- _DATA SUPPLIED_

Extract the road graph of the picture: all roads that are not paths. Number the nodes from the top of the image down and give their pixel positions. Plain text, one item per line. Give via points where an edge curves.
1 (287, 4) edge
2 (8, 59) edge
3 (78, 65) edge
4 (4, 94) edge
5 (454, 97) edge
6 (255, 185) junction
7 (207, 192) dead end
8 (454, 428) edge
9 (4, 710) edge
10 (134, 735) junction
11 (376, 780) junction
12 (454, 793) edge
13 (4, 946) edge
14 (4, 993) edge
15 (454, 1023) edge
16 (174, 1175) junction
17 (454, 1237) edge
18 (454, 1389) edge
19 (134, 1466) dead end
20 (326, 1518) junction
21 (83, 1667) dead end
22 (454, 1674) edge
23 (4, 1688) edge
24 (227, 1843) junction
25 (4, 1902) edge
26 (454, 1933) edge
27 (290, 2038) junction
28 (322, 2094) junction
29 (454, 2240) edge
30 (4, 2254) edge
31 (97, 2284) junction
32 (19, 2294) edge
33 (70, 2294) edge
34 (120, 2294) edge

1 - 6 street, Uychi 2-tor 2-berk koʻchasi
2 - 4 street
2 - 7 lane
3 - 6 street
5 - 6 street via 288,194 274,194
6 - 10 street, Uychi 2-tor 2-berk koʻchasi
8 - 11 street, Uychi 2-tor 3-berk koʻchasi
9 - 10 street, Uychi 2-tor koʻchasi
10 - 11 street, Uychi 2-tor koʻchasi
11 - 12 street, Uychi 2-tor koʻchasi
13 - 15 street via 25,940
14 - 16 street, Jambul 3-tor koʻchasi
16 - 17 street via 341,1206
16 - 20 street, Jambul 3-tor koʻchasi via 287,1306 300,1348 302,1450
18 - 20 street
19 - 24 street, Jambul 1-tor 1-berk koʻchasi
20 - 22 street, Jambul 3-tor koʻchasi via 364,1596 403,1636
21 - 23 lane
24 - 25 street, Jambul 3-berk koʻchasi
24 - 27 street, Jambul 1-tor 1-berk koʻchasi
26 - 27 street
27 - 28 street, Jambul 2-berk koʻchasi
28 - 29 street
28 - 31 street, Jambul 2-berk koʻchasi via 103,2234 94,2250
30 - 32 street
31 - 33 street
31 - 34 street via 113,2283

- _HOW TO COMPLETE THIS TASK_
Wherever a line in the data above holds the word "dead", copy that line.

- _ANSWER SPACE_
7 (207, 192) dead end
19 (134, 1466) dead end
21 (83, 1667) dead end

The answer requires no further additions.